Excerpted records.
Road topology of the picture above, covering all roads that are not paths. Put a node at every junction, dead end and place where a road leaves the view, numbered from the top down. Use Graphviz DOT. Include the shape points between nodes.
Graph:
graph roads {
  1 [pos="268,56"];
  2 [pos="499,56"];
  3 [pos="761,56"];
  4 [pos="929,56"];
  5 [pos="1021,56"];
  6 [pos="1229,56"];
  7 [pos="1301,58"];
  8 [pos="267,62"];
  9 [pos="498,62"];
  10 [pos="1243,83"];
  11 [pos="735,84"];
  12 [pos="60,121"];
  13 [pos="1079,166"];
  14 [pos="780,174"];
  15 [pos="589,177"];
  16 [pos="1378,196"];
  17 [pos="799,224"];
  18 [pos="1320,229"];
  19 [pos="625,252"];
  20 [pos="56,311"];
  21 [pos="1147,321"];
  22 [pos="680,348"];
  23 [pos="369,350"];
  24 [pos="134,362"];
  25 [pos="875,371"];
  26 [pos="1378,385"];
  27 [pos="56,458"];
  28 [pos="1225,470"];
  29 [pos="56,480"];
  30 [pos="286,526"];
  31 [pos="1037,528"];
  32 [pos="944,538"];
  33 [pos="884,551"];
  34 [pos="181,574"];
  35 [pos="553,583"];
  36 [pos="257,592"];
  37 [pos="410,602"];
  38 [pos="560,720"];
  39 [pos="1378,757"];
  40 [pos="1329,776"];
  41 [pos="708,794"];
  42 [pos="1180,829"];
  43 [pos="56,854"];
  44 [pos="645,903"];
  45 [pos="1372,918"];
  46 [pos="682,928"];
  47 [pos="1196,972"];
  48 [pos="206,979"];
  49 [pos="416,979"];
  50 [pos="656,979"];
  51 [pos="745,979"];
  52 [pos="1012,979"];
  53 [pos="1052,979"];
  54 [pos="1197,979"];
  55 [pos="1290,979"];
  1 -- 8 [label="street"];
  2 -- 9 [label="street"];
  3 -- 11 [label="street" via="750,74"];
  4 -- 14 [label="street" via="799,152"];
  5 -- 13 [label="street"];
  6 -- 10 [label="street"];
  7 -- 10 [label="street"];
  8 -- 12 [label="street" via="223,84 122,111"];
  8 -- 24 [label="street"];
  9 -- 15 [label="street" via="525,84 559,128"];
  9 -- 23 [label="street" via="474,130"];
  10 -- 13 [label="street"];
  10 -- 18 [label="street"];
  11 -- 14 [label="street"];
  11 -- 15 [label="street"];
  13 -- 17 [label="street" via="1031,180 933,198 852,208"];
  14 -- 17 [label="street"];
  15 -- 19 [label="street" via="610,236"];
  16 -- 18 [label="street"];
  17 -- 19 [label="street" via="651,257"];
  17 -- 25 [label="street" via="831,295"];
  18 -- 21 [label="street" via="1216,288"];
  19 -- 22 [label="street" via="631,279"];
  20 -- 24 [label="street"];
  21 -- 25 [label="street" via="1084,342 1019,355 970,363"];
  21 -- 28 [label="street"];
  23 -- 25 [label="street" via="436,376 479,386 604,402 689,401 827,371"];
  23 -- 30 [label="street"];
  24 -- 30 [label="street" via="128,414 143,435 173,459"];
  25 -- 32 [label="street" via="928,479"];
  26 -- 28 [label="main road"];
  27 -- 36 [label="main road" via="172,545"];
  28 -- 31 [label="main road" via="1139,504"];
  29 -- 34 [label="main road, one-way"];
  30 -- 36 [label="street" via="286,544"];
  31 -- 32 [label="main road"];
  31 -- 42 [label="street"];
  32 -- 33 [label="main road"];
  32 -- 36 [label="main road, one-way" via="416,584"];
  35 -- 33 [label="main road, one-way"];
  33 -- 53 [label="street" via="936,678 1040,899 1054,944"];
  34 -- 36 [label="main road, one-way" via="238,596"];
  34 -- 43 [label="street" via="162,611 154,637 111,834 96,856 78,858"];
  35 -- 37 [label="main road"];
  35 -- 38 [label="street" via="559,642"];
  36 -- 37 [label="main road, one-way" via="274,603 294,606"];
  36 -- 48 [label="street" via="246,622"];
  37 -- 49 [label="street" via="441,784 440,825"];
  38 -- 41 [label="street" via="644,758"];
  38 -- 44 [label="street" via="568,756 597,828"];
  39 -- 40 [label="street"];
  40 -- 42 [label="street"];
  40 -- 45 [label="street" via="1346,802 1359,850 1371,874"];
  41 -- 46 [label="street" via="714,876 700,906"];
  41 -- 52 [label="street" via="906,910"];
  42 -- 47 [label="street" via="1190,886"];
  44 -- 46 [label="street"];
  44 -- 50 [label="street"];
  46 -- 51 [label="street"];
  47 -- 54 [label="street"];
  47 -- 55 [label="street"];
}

What to do.
Line count for "main": determine it from the data and answer with the number by itself.

Expected answer.
11